Но необходимо научиться!.. Иного выбора нет. В столице уже палят из гранатомета по балкону известной певицы, и сыщики, сбиваясь с ног, не могут найти стрелявшего. Все больше без вести пропавших. Все чаще в окрестностях городов из-под снега возникают расчлененные трупы, не поддающиеся опознанию. Страна сползла в уголовный беспредел. В руки же правосудия чаще всего попадают агонизирующие бандитские группы вроде ахаевско-сидоровской. Да и неясно: получат ли они то, что заслужили.
— У нас уже заканчивается следствие по нескольким лидерам преступных группировок, — сказал мне прокурор Центрального района Сочи Александр Казимиров. — Но как суд отнесется к этим делам? Обвиняемые в бандитизме задерживались по Указу Президента о борьбе с бандитизмом на 30 суток. По формальным мотивам суды должны отвергнуть все доказательства, добытые в нарушение УПК, УК и Конституции, и значит — выпустить бандитов на улицу... Но ясно же, по лидерам преступных группировок за три дня доказательств не добудешь, главари чаще всего сами в преступлениях не участвуют. Сажать «шестерок»? Бесполезно. Лидеры наберут новых... Патовая ситуация!
Сложилась она, убежден Казимиров, из-за медлительности законодателей. Госдума в первую очередь должна была принять закон о борьбе с организованной преступностью, внести в устаревший Уголовный кодекс необходимые поправки. Депутаты же не торопятся. Почему? По мнению Казимирова, среди новых парламентариев немало тех, кто был в прежние годы судим. Не за политические убеждения, нет! За взяточничество и коррупцию. Став депутатами на популистской волне (было несложно выдать себя за страдальца от прежнего режима), они тормозят принятие новых законов. Результат? Не только разгул преступности, нераскрытые убийства, взорванные автомобили и офисы. А еще — повальное бегство следователей из прокуратуры и милиции. Невозможно работать, когда преступники смеются на допросах: «Не суетись, начальник, ты арестовал, судья выпустит».
— В США по сто человек дышат в спину каждому полицейскому, готовые занять его место, так высок там их престиж, — говорит начальник следственного отдела УВД Сочи Тайгиб Тайгибов. — А у нас лучшие профессионалы уходят, не выдерживая унижения: около 200 тысяч зарплата, когда захудалый лоточник получает в месяц по 1,5 миллиона чистыми.

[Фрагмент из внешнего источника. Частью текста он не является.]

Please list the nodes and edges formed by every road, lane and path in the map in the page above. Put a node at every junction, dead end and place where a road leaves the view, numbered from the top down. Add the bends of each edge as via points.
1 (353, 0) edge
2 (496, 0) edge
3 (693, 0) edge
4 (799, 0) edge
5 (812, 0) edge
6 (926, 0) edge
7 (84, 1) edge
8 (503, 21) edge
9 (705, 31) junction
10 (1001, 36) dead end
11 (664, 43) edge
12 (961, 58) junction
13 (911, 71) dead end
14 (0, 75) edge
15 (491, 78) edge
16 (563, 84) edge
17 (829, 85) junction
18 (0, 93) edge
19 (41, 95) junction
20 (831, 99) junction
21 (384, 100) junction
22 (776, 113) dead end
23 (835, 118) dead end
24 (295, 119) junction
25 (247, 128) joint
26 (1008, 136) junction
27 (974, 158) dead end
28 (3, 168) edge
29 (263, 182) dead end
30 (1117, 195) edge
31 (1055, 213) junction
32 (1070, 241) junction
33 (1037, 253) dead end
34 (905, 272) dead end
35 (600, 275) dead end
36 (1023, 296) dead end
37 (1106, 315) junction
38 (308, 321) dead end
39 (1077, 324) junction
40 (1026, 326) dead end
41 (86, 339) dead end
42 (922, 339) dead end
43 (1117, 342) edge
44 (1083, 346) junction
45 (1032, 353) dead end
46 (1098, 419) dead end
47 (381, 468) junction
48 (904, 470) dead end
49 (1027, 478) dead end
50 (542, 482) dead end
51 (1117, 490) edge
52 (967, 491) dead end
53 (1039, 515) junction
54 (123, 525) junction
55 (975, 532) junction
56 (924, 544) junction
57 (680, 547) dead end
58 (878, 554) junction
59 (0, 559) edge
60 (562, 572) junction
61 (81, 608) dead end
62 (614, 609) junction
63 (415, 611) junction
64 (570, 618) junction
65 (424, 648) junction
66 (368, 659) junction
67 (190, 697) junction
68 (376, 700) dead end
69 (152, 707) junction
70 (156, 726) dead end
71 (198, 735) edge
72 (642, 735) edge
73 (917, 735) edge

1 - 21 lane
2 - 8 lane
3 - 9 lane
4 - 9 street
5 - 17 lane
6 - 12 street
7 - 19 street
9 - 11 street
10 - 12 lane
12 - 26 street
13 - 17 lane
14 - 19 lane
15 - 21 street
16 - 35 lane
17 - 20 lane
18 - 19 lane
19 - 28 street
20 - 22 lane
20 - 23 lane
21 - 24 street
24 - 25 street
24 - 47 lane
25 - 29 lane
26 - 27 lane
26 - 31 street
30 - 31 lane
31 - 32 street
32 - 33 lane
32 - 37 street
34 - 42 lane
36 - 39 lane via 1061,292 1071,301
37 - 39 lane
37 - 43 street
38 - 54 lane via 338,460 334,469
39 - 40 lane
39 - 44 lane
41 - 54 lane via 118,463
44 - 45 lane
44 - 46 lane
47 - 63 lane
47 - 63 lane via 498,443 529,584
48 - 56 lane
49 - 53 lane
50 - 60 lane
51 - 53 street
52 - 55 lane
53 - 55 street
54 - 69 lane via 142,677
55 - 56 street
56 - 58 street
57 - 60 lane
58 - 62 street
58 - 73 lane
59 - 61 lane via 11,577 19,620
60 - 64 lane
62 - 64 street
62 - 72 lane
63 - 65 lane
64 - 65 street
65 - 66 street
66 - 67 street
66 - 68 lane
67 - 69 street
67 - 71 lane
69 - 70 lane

— У одной трети наших работников, — объясняет начальник Центрального РУВД Василий Корецкий, — стаж меньше года. Неопытная молодежь! Недокомплект штата — 68 человек. Вакантны должности семи следователей.
— Пока Госдума решает, какие законы применимы к нынешним преступникам, — продолжает Тайгибов, — судьи выпускают их по подписке о невыезде.
— В результате с конца прошлого года, — подтверждает Корецкий, — у нас на 66 уголовников объявлен всероссийский розыск.
По каким маршрутам следуют они сейчас? В каких городах жируют? В кого целятся, затаившись во тьме?
...Да ведь в нас с вами, привыкающих к уличным перестрелкам.
В нас, живущих с притупленным чувством опасности.